• [Work to complete]:
The number of lines holding "above" in the listing below is all you should give.

• [Data in this exercise]:

* * * * *

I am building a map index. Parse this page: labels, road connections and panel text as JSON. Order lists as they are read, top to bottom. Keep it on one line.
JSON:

* * * * *

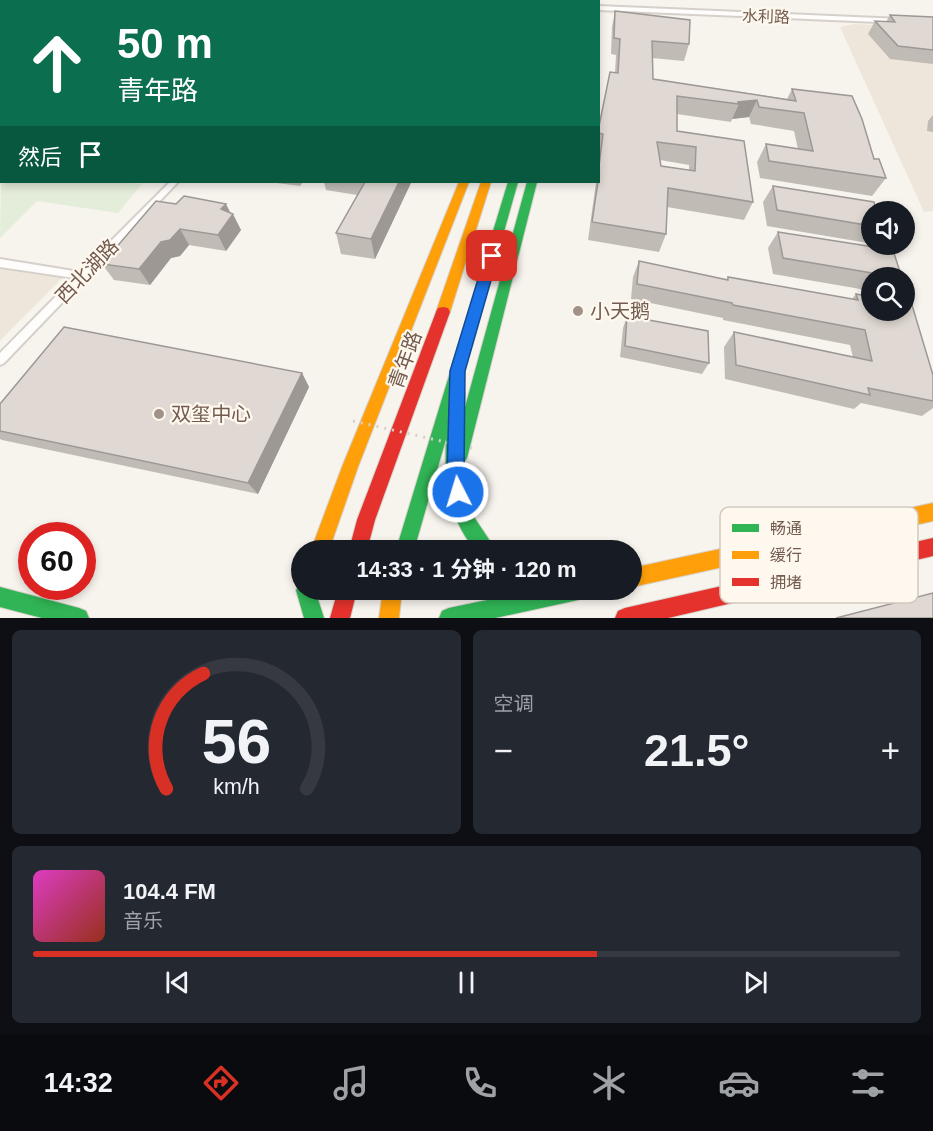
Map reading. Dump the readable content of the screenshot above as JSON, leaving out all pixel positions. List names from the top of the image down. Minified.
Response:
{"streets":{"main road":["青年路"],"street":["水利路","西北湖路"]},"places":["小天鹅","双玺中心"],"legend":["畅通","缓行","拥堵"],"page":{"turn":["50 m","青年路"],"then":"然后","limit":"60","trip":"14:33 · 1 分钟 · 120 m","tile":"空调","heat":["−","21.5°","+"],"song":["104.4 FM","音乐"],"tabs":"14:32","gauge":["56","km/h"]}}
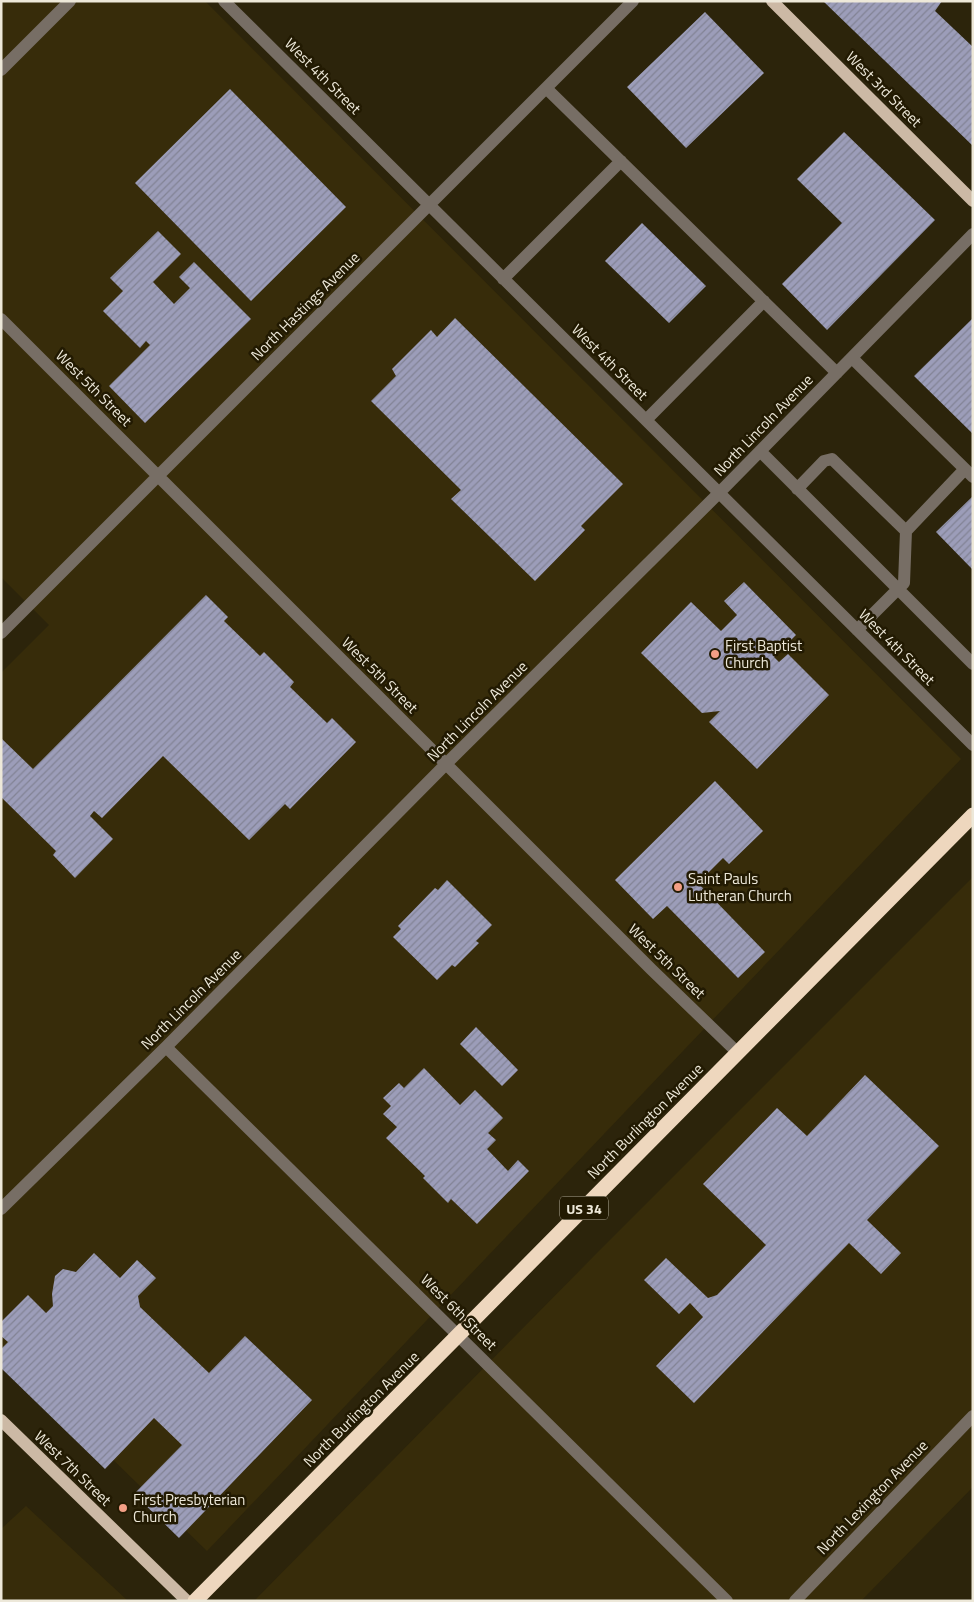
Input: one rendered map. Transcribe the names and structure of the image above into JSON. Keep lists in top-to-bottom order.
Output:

* * * * *

• [Result]:
2